→ **TASK ITEM**:
Every record should be copied exactly, except that pictures are to be omitted.

→ **Images with localized body landmarks**:
BEGIN

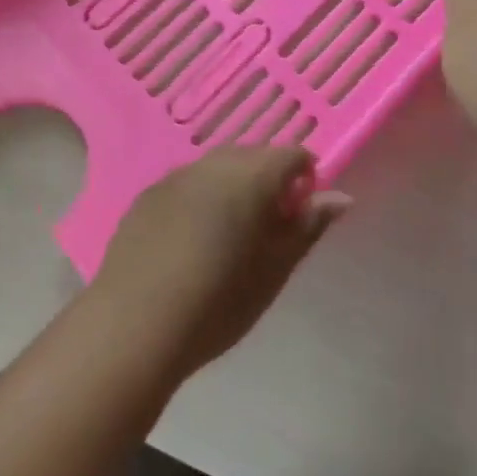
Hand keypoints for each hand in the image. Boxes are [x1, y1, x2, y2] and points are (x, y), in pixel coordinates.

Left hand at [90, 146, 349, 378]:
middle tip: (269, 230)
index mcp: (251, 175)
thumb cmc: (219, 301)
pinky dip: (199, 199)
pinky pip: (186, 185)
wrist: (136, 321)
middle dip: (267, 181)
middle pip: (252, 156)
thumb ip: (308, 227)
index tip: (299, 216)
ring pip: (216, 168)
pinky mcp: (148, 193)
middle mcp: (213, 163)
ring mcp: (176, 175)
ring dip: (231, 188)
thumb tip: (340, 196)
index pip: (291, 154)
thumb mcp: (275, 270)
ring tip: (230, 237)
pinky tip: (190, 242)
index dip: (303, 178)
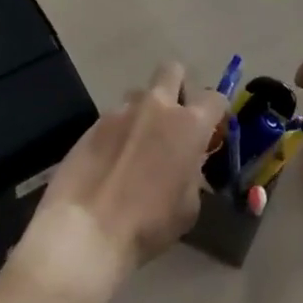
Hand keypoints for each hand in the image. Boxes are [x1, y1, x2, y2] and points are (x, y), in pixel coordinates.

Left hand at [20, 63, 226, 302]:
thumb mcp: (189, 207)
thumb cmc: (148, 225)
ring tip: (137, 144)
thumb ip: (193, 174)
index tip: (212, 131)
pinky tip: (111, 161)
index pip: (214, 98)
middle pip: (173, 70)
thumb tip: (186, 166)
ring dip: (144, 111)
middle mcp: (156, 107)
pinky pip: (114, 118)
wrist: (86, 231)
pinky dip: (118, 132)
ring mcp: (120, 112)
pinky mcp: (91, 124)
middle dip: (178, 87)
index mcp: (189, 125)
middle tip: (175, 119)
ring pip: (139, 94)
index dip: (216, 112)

END

→ **ANSWER BOX**:
Hand keypoints for each hand in the image. Boxes are [x1, y1, x2, y2] and points are (x, y), in pixel coordinates.

Left hand at [90, 146, 349, 378]:
middle tip: (269, 230)
index mcp: (251, 175)
thumb cmc: (219, 301)
pinky dip: (199, 199)
pinky pip: (186, 185)
wrist: (136, 321)
middle dip: (267, 181)
middle pip: (252, 156)
thumb ip: (308, 227)
index tip: (299, 216)
ring pip: (216, 168)
pinky mcp: (148, 193)
middle mcp: (213, 163)
ring mcp: (176, 175)
ring dip: (231, 188)
thumb tip: (340, 196)
index pip: (291, 154)
thumb mcp: (275, 270)
ring tip: (230, 237)
pinky tip: (190, 242)
index dip: (303, 178)
Hand keypoints for each hand in the image. Boxes are [x1, y1, x2, y2] and points are (x, y), in pixel coordinates.

Left hand at [20, 63, 226, 302]:
thumb mcp: (189, 207)
thumb cmc: (148, 225)
ring tip: (137, 144)
thumb ip: (193, 174)
index tip: (212, 131)
pinky tip: (111, 161)
index pip: (214, 98)
middle pip: (173, 70)
thumb tip: (186, 166)
ring dip: (144, 111)
middle mcp: (156, 107)
pinky pip: (114, 118)
wrist: (86, 231)
pinky dip: (118, 132)
ring mcp: (120, 112)
pinky mcp: (91, 124)
middle dip: (178, 87)
index mcp: (189, 125)
middle tip: (175, 119)
ring pip: (139, 94)
index dip: (216, 112)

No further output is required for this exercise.